* [Task to carry out]: Every line holding "dead" should be copied from the records below.

BEGIN Stored data

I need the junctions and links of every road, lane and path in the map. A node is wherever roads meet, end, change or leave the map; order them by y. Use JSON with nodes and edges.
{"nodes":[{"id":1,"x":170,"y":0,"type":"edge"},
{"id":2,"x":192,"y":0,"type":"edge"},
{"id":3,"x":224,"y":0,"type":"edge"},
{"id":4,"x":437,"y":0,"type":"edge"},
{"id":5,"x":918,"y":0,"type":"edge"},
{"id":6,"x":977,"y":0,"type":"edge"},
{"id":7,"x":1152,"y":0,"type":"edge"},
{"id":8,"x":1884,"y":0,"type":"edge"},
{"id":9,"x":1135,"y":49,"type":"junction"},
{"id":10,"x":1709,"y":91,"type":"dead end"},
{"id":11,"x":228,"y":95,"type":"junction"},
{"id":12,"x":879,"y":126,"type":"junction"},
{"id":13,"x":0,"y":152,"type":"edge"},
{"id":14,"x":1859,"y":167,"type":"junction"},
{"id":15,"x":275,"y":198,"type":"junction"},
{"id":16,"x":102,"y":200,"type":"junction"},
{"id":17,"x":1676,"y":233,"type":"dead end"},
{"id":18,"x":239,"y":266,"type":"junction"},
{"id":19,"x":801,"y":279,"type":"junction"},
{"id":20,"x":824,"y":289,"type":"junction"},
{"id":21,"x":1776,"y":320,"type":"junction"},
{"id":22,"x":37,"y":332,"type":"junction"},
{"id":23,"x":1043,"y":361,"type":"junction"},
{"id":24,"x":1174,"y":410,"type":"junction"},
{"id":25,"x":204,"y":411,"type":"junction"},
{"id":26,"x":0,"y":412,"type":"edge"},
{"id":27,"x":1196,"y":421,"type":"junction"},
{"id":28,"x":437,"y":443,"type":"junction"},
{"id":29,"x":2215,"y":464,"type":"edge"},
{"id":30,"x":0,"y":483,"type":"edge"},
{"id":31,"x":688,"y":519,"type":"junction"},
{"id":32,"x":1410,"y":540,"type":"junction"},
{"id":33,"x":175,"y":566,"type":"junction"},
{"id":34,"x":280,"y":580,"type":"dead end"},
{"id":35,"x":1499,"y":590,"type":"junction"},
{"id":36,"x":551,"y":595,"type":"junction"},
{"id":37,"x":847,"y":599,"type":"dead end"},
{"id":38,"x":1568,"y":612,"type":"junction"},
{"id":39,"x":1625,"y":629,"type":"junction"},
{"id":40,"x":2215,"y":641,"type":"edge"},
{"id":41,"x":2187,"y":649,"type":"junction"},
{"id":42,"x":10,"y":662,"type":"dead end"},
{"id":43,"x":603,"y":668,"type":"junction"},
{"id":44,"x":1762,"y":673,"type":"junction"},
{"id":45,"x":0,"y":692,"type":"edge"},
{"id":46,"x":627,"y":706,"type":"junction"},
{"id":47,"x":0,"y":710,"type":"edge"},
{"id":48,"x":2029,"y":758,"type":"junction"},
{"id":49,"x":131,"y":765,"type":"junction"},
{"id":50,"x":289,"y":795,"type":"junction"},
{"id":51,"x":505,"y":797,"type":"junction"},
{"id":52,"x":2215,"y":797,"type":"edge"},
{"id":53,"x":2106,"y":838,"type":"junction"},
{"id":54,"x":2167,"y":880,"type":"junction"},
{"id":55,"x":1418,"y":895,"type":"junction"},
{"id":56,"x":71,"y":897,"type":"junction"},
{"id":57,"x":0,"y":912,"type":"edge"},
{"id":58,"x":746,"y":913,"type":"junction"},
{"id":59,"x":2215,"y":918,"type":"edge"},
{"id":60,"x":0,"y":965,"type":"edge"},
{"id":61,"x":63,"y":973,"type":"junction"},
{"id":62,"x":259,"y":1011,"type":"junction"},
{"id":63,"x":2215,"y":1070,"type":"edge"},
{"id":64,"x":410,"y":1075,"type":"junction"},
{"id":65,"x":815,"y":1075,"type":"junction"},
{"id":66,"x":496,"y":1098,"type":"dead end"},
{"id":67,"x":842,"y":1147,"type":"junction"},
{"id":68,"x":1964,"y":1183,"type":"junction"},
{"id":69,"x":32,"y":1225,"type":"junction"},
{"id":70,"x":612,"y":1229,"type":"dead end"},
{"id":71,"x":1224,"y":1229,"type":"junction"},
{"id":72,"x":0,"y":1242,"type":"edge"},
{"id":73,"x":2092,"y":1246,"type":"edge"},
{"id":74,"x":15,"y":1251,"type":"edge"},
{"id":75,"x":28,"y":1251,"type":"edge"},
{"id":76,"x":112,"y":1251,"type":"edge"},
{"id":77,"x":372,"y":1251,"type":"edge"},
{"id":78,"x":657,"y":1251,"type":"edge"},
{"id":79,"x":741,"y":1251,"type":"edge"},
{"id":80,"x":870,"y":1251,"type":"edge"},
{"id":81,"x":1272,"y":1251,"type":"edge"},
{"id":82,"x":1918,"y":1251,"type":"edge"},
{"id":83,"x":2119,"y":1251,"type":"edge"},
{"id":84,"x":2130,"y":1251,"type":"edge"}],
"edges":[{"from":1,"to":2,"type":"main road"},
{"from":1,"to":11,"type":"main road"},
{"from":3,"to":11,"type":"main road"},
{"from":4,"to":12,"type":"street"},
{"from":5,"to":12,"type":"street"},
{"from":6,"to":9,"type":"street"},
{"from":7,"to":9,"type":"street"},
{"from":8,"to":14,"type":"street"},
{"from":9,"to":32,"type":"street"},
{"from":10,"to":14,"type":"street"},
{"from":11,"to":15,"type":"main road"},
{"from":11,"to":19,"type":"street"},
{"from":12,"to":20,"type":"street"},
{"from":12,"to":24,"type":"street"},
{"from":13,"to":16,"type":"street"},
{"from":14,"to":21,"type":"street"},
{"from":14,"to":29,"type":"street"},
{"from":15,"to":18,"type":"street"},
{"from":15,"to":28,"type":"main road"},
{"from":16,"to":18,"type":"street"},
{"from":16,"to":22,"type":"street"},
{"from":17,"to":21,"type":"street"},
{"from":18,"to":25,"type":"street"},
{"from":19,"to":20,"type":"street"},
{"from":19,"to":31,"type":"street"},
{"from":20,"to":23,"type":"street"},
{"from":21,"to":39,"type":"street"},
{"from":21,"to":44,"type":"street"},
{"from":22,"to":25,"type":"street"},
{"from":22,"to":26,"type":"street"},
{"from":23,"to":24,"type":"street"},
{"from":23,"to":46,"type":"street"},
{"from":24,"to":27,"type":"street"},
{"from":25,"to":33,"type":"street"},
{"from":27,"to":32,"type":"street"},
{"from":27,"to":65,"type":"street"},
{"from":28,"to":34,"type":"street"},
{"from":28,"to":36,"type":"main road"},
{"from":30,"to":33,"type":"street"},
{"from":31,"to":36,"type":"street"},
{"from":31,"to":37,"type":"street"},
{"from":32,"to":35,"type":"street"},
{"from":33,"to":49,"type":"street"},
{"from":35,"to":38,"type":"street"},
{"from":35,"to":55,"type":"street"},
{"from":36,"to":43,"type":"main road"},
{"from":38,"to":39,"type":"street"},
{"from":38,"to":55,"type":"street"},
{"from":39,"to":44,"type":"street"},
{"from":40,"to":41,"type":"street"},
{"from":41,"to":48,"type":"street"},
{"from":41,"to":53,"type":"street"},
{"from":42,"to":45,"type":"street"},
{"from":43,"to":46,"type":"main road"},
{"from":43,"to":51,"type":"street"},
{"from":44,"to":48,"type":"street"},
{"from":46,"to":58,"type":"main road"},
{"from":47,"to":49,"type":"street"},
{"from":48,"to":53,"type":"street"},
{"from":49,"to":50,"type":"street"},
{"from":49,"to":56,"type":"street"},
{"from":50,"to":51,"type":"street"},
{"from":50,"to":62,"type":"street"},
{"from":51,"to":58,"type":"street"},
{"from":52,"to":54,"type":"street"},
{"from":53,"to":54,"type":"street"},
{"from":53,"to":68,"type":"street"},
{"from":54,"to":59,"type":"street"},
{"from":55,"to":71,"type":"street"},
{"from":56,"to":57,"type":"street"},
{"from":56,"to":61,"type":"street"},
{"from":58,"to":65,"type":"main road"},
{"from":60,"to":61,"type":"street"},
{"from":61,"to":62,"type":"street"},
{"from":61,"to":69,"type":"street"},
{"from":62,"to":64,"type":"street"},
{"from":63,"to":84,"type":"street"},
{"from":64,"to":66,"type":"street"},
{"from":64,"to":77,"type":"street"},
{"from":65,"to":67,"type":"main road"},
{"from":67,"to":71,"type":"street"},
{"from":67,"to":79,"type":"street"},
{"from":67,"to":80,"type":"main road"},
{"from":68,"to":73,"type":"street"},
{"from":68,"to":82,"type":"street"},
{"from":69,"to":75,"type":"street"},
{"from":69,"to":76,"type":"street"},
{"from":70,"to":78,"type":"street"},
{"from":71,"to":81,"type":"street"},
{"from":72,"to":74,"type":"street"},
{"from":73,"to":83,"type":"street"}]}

END Stored data

* [Solution to the problem]:
{"id":10,"x":1709,"y":91,"type":"dead end"},
{"id":17,"x":1676,"y":233,"type":"dead end"},
{"id":34,"x":280,"y":580,"type":"dead end"},
{"id":37,"x":847,"y":599,"type":"dead end"},
{"id":42,"x":10,"y":662,"type":"dead end"},
{"id":66,"x":496,"y":1098,"type":"dead end"},
{"id":70,"x":612,"y":1229,"type":"dead end"},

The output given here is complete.